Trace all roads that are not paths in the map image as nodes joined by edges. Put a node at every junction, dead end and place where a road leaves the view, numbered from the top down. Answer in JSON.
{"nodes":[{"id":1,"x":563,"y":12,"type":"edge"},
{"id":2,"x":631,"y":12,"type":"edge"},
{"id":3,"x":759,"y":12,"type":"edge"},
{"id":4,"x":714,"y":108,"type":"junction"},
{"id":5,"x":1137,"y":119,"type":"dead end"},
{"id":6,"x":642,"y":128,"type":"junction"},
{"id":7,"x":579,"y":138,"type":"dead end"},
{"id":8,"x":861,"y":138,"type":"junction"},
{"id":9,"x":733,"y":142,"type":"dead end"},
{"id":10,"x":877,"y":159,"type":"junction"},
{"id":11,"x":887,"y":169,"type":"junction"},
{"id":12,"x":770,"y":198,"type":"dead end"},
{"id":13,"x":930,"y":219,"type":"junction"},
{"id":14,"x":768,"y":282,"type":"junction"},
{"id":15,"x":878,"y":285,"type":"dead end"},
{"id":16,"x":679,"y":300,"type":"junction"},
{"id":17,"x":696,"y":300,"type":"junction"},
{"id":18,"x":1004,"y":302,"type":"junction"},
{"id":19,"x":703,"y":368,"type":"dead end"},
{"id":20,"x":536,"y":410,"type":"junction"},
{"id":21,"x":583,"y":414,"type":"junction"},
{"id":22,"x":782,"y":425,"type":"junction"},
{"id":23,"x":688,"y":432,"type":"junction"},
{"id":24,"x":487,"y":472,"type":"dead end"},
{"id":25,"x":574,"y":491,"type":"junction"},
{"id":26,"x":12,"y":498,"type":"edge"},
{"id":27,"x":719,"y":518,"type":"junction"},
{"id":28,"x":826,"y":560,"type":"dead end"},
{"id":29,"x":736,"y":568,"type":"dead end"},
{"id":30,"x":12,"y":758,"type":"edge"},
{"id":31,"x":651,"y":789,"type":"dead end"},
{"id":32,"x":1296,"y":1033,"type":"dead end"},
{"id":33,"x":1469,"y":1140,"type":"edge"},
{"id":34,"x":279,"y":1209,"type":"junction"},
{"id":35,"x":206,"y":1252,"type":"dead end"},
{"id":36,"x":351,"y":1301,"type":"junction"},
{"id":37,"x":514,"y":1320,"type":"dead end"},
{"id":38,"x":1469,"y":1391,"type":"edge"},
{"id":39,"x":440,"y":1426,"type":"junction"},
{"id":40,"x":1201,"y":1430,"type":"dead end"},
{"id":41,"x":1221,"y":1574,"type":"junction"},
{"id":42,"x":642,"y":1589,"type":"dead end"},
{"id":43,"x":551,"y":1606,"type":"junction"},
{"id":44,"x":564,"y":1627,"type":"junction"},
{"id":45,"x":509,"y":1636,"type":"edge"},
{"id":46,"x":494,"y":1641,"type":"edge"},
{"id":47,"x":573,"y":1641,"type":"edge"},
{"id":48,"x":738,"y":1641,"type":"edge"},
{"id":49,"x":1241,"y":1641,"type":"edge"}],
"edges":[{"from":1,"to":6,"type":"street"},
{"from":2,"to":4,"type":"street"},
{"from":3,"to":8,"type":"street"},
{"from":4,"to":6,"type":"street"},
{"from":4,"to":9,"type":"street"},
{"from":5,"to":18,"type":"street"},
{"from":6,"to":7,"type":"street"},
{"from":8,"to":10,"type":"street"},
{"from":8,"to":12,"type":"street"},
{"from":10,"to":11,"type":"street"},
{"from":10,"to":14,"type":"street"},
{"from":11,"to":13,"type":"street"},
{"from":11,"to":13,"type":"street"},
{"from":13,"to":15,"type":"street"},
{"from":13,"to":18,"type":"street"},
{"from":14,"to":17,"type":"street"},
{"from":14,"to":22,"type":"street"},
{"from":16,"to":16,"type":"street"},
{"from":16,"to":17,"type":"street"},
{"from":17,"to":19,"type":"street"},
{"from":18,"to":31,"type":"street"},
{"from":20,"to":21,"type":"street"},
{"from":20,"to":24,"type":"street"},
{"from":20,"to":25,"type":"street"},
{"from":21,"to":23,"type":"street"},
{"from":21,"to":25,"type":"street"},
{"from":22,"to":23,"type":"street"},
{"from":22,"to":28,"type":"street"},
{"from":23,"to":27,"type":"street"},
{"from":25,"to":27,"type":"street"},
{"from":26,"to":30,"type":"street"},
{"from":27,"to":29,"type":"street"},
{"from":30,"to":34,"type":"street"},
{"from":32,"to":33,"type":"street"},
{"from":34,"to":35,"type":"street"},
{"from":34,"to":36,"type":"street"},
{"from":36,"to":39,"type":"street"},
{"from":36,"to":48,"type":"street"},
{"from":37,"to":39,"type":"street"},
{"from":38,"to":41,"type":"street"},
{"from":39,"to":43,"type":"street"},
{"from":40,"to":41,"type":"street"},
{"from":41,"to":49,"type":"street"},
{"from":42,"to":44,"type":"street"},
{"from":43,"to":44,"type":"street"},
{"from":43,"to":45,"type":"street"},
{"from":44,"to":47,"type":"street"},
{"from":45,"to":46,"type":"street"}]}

* [Assignment]: Search the lines above for the string "edges", then show every one that has it.

* [Response]:
Trace all roads that are not paths in the map image as nodes joined by edges. Put a node at every junction, dead end and place where a road leaves the view, numbered from the top down. Answer in JSON.
"edges":[{"from":1,"to":6,"type":"street"},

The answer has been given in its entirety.